Per rendersi conto di qual è il valore del ward basti considerare che 100 ward sono l’equivalente di 0,50 cent, quindi i guadagni sono davvero irrisori, a meno che non si cammini ogni giorno per diverse ore. Ulteriori introiti si possono ottenere nel caso in cui si presentino degli amici facendo così crescere la comunità. I ward possono essere riscattati in diversi modi, ad esempio è possibile richiedere dei buoni sconto, carte regalo oppure caricare il proprio conto, ma le somme sono davvero molto piccole.

Qual è l’obiettivo di WeWard?

L’obiettivo di WeWard è stimolare le persone a camminare di più e di conseguenza utilizzare meno l’auto o altri mezzi inquinanti. Questo si traduce in minore inquinamento, vantaggi per la salute della persona e alla fine in guadagno, diretto attraverso la remunerazione dei ward e indiretto perché si risparmia carburante.
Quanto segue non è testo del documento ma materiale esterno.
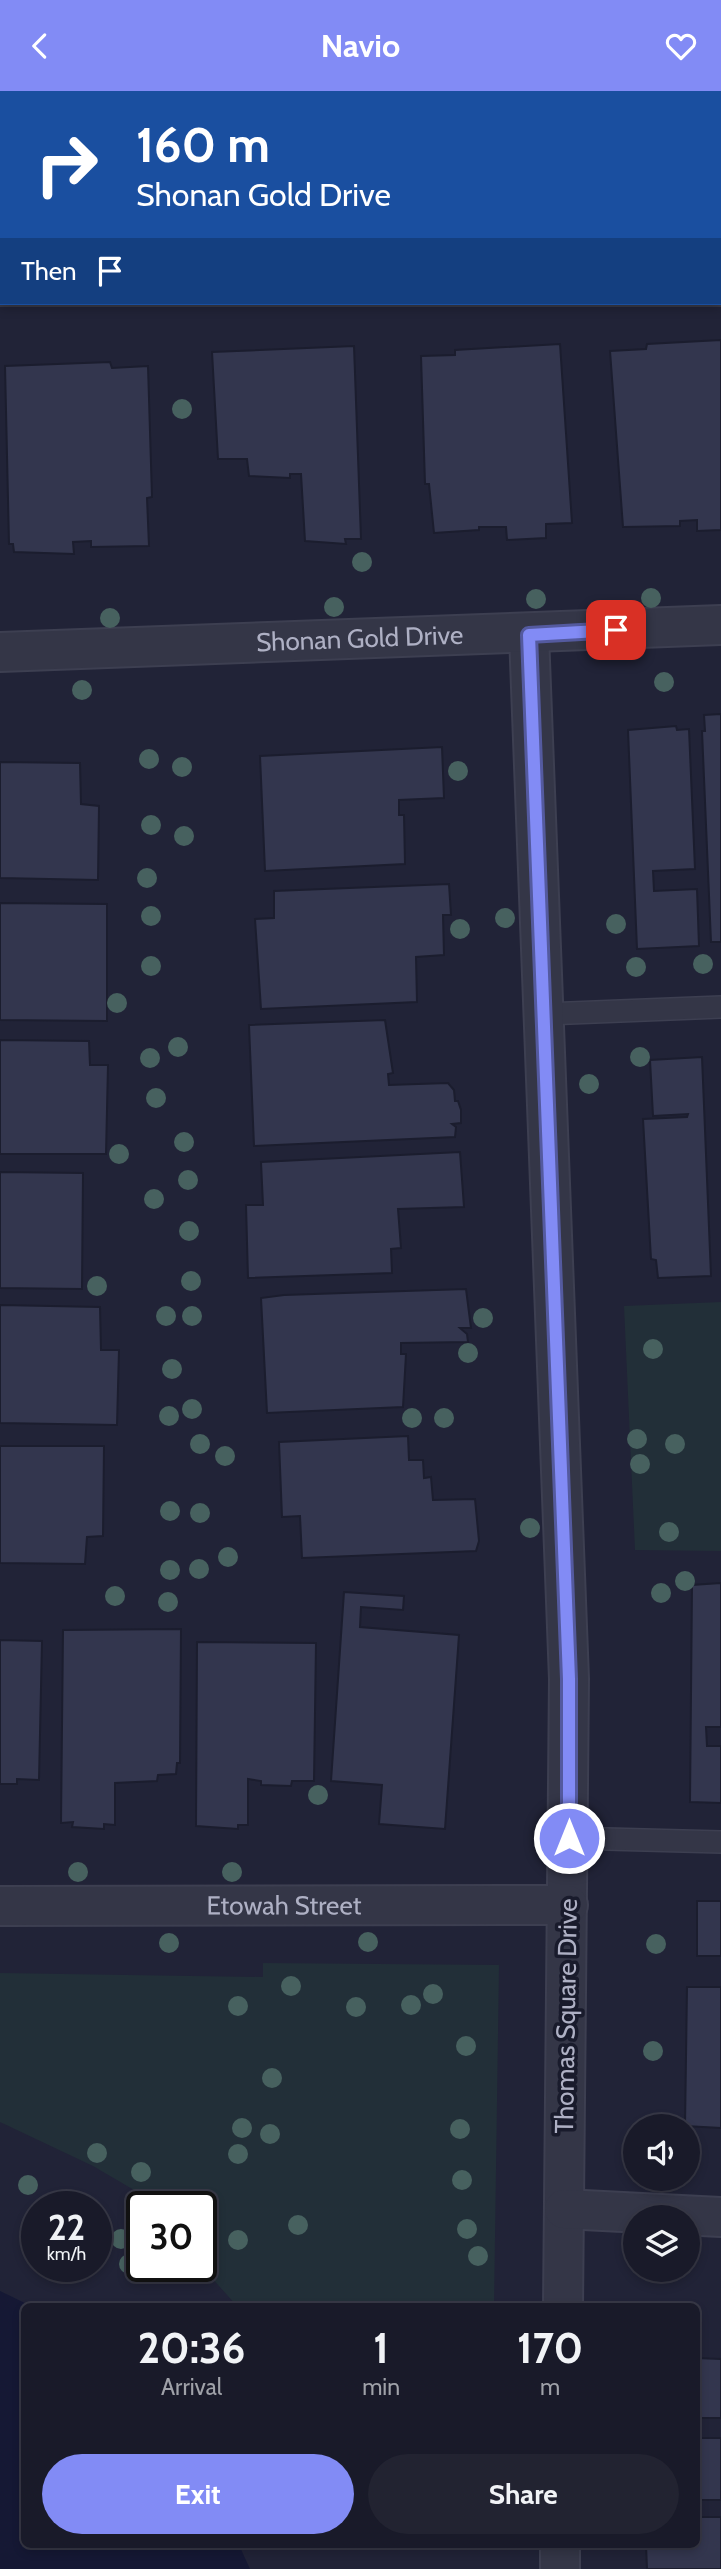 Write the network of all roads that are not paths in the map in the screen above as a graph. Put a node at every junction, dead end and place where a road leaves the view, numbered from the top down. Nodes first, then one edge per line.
1 (721, 625) edge
2 (529, 635) junction
3 (0, 652) edge
4 (721, 1007) edge
5 (545, 1014) junction
6 (569, 1838) junction
7 (721, 1842) edge
8 (568, 1905) junction
9 (0, 1906) edge
10 (564, 2209) junction
11 (721, 2217) edge
12 (563, 2303) edge
13 (560, 2548) edge
14 (560, 2569) edge

1 - 2 street, Shonan Gold Drive
2 - 3 street, Shonan Gold Drive
2 - 5 street, Thomas Square Drive
4 - 5 lane
5 - 6 street, Thomas Square Drive
6 - 7 lane
6 - 8 street, Thomas Square Drive
8 - 9 street, Etowah Street
8 - 10 street, Thomas Square Drive
10 - 11 street
10 - 12 street, Thomas Square Drive
13 - 14 street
Occorre però prestare attenzione perché, per ottenere le ricompense, ogni sera si devono convalidare i passi percorsi durante la giornata e ciò deve essere fatto prima della mezzanotte, in caso contrario i passi si perdono. Farlo è molto semplice, infatti basta accedere alla app e cliccare sul pulsante arancione denominato “convalida i miei passi”. Non si tratta di una procedura complicata, ma sicuramente è facile dimenticare di farlo.
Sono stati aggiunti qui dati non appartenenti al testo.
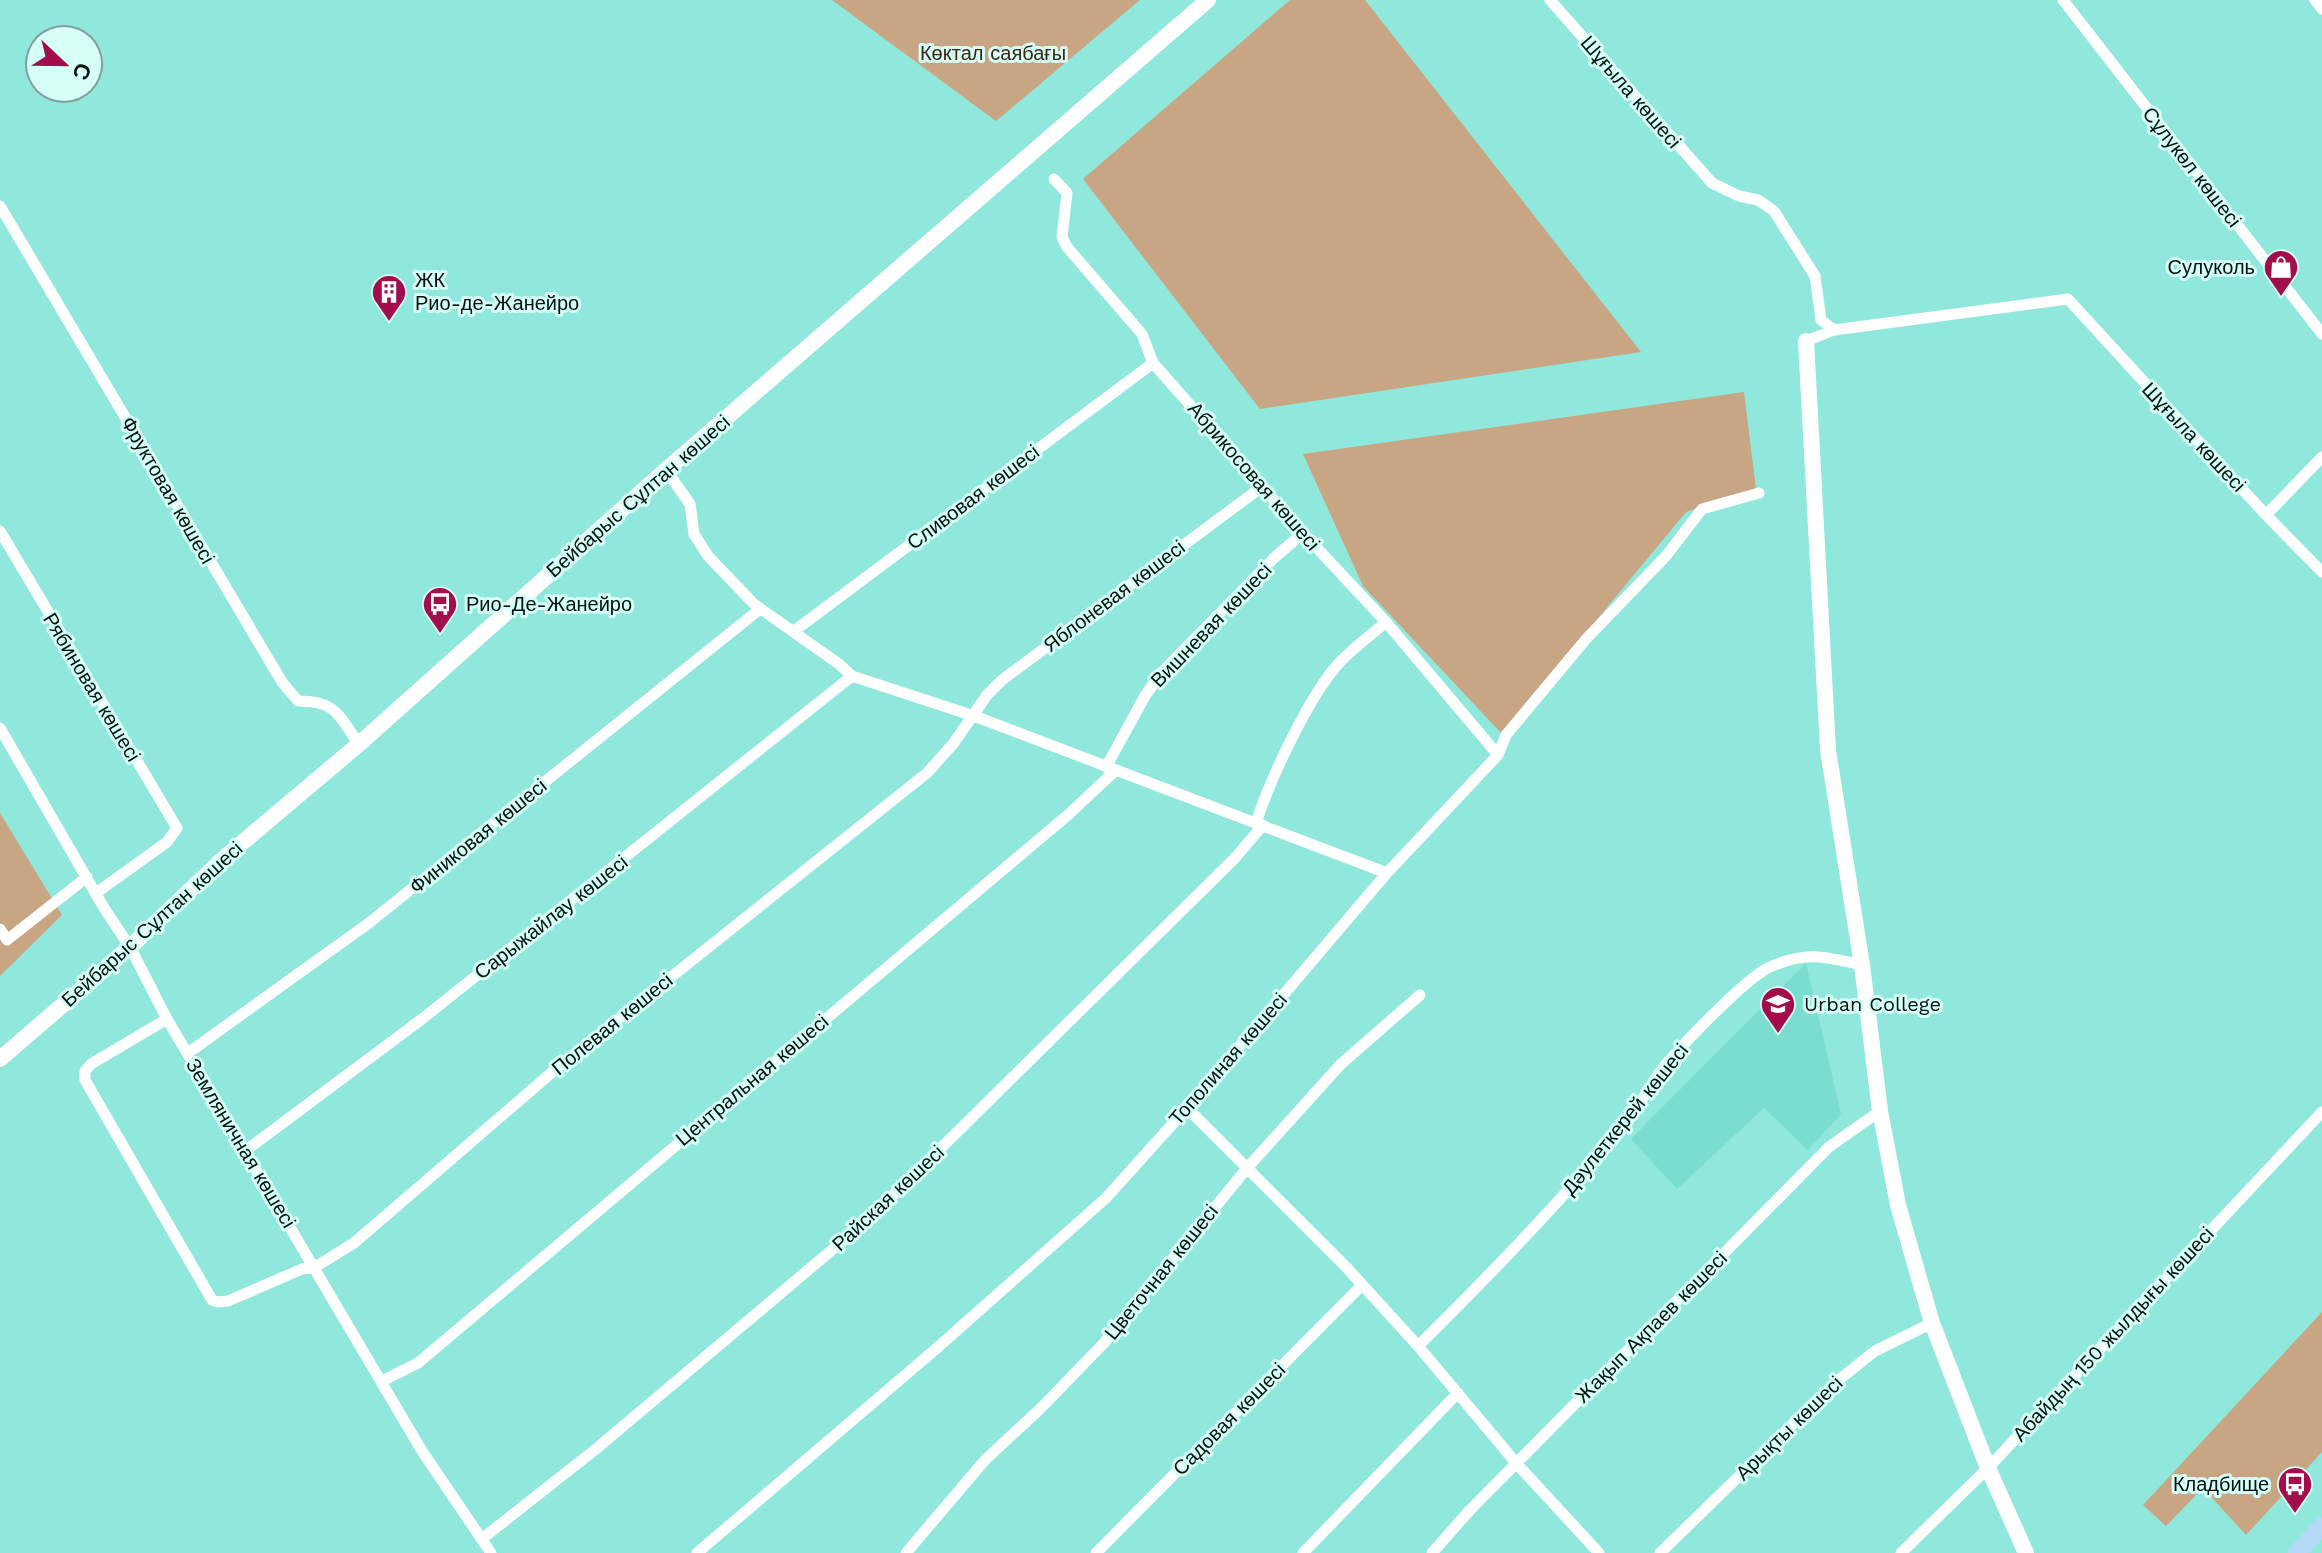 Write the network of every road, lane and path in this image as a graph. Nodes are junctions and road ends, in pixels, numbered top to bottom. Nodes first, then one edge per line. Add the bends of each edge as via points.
1 (1208, 0) edge
2 (1550, 0) edge
3 (2063, 0) edge
4 (2315, 0) edge
5 (2322, 9) edge
6 (1054, 179) dead end
7 (0, 206) edge
8 (1834, 330) junction
9 (2322, 334) edge
10 (1806, 341) joint
11 (1153, 363) junction
12 (2322, 457) edge
13 (666, 470) junction
14 (1263, 486) junction
15 (1759, 493) dead end
16 (2266, 515) junction
17 (0, 531) edge
18 (1303, 533) junction
19 (2322, 572) edge
20 (760, 609) junction
21 (1386, 622) junction
22 (794, 631) junction
23 (852, 676) junction
24 (974, 716) junction
25 (0, 728) edge
26 (359, 744) junction
27 (1498, 755) junction
28 (1111, 769) junction
29 (1260, 824) junction
30 (1387, 873) junction
31 (87, 877) junction
32 (96, 893) junction
33 (0, 929) edge
34 (130, 947) junction
35 (1862, 965) junction
36 (1420, 995) dead end
37 (167, 1019) junction
38 (188, 1053) junction
39 (0, 1059) edge
40 (1187, 1108) junction
41 (1880, 1111) junction
42 (2322, 1112) edge
43 (245, 1151) junction
44 (1248, 1167) junction
45 (315, 1267) junction
46 (1362, 1285) junction
47 (1932, 1323) junction
48 (1418, 1346) junction
49 (382, 1381) junction
50 (1458, 1393) junction
51 (1517, 1464) junction
52 (1988, 1468) junction
53 (2322, 1526) edge
54 (483, 1538) junction
55 (491, 1553) edge
56 (697, 1553) edge
57 (906, 1553) edge
58 (1096, 1553) edge
59 (1303, 1553) edge
60 (1432, 1553) edge
61 (1599, 1553) edge
62 (1660, 1553) edge
63 (1901, 1553) edge
64 (2026, 1553) edge
65 (2297, 1553) edge

1 - 13 street, Бейбарыс Сұлтан көшесі
2 - 8 street, Шұғыла көшесі via 1712,183 1774,211 1815,276 1821,320
3 - 9 street, Сұлукөл көшесі
4 - 5 street
6 - 11 street, Абрикосовая көшесі via 1067,193 1062,237 1142,334
7 - 26 street, Фруктовая көшесі via 282,682 298,701 331,706
8 - 10 street
8 - 16 street, Шұғыла көшесі via 2068,299
10 - 35 street via 1828,750
11 - 14 street, Абрикосовая көшесі
11 - 22 street, Сливовая көшесі
12 - 16 street
13 - 20 street via 690,504 694,534 708,556
13 - 26 street, Бейбарыс Сұлтан көшесі
14 - 18 street, Абрикосовая көшесі
14 - 24 street, Яблоневая көшесі via 1002,680
15 - 27 street, Тополиная көшесі via 1702,509 1506,735
16 - 19 street, Шұғыла көшесі
17 - 32 street, Рябиновая көшесі via 177,828 167,842
18 - 21 street, Абрикосовая көшесі
18 - 28 street, Вишневая көшесі via 1161,673
20 - 22 street
20 - 38 street, Финиковая көшесі via 369,923
21 - 27 street, Абрикосовая көшесі
21 - 29 street, Райская көшесі via 1325,680 1269,788
22 - 23 street
23 - 24 street
23 - 43 street, Сарыжайлау көшесі via 422,1019
24 - 28 street
24 - 45 street, Полевая көшесі via 927,773 557,1068 354,1243
25 - 31 street, Земляничная көшесі
26 - 34 street, Бейбарыс Сұлтан көшесі via 224,858
27 - 30 street, Тополиная көшесі
28 - 29 street
28 - 49 street, Центральная көшесі via 1069,814 418,1363
29 - 30 street
29 - 54 street, Райская көшесі via 1235,858 871,1217
30 - 40 street, Тополиная көшесі
31 - 32 street, Земляничная көшесі
31 - 33 street via 7,940
32 - 34 street, Земляничная көшесі
34 - 37 street, Земляничная көшесі
34 - 39 street, Бейбарыс Сұлтан көшесі
35 - 41 street
35 - 48 street, Дәулеткерей көшесі via 1820,955 1793,957 1765,969 1738,992 1663,1068 1625,1125 1576,1181
36 - 44 street, Цветочная көшесі via 1341,1064
37 - 38 street, Земляничная көшесі
37 - 45 street, Полевая көшесі via 91,1064 85,1080 212,1300 228,1301
38 - 43 street, Земляничная көшесі
40 - 44 street
40 - 56 street, Тополиная көшесі via 1106,1198
41 - 47 street via 1898,1205
41 - 51 street, Жақып Ақпаев көшесі via 1829,1147
42 - 52 street, Абайдың 150 жылдығы көшесі
43 - 45 street, Земляничная көшесі
44 - 46 street
44 - 57 street, Цветочная көшесі via 1104,1343 985,1460
45 - 49 street, Земляничная көшесі
46 - 48 street
46 - 58 street, Садовая көшесі
47 - 52 street
47 - 62 street, Арықты көшесі via 1875,1351 1836,1382
48 - 50 street
49 - 54 street, Земляничная көшесі via 422,1451
50 - 51 street
50 - 59 street
51 - 60 street, Жақып Ақпаев көшесі
51 - 61 street
52 - 63 street, Абайдың 150 жылдығы көшесі
52 - 64 street
53 - 65 main road
54 - 55 street, Земляничная көшесі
Ti stai ancora chiedendo se fa guadagnare davvero? La risposta è sì, ma se ti stai chiedendo cosa devi dare un cambio, la risposta è che l’app che ti paga per camminare in compenso riceve tantissimi dati personali (ad esempio in quali negozi si fanno delle soste, dove si va, quali luoghi si visitano) che possono essere ceduti, ecco perché prima di procedere è bene capire se il gioco vale la candela. Certamente se non siamo tracciati da WeWard siamo tracciati da tantissime altre app a cui abbiamo dato il consenso, a volte anche per pigrizia, ma il consiglio è di provare a capire quali dati sono realmente carpiti e riutilizzati. Naturalmente si riceve anche tanta pubblicità, la stessa è comunque determinata in base a ciò che emerge dall’uso del cellulare quindi è una sorta di pubblicità personalizzata.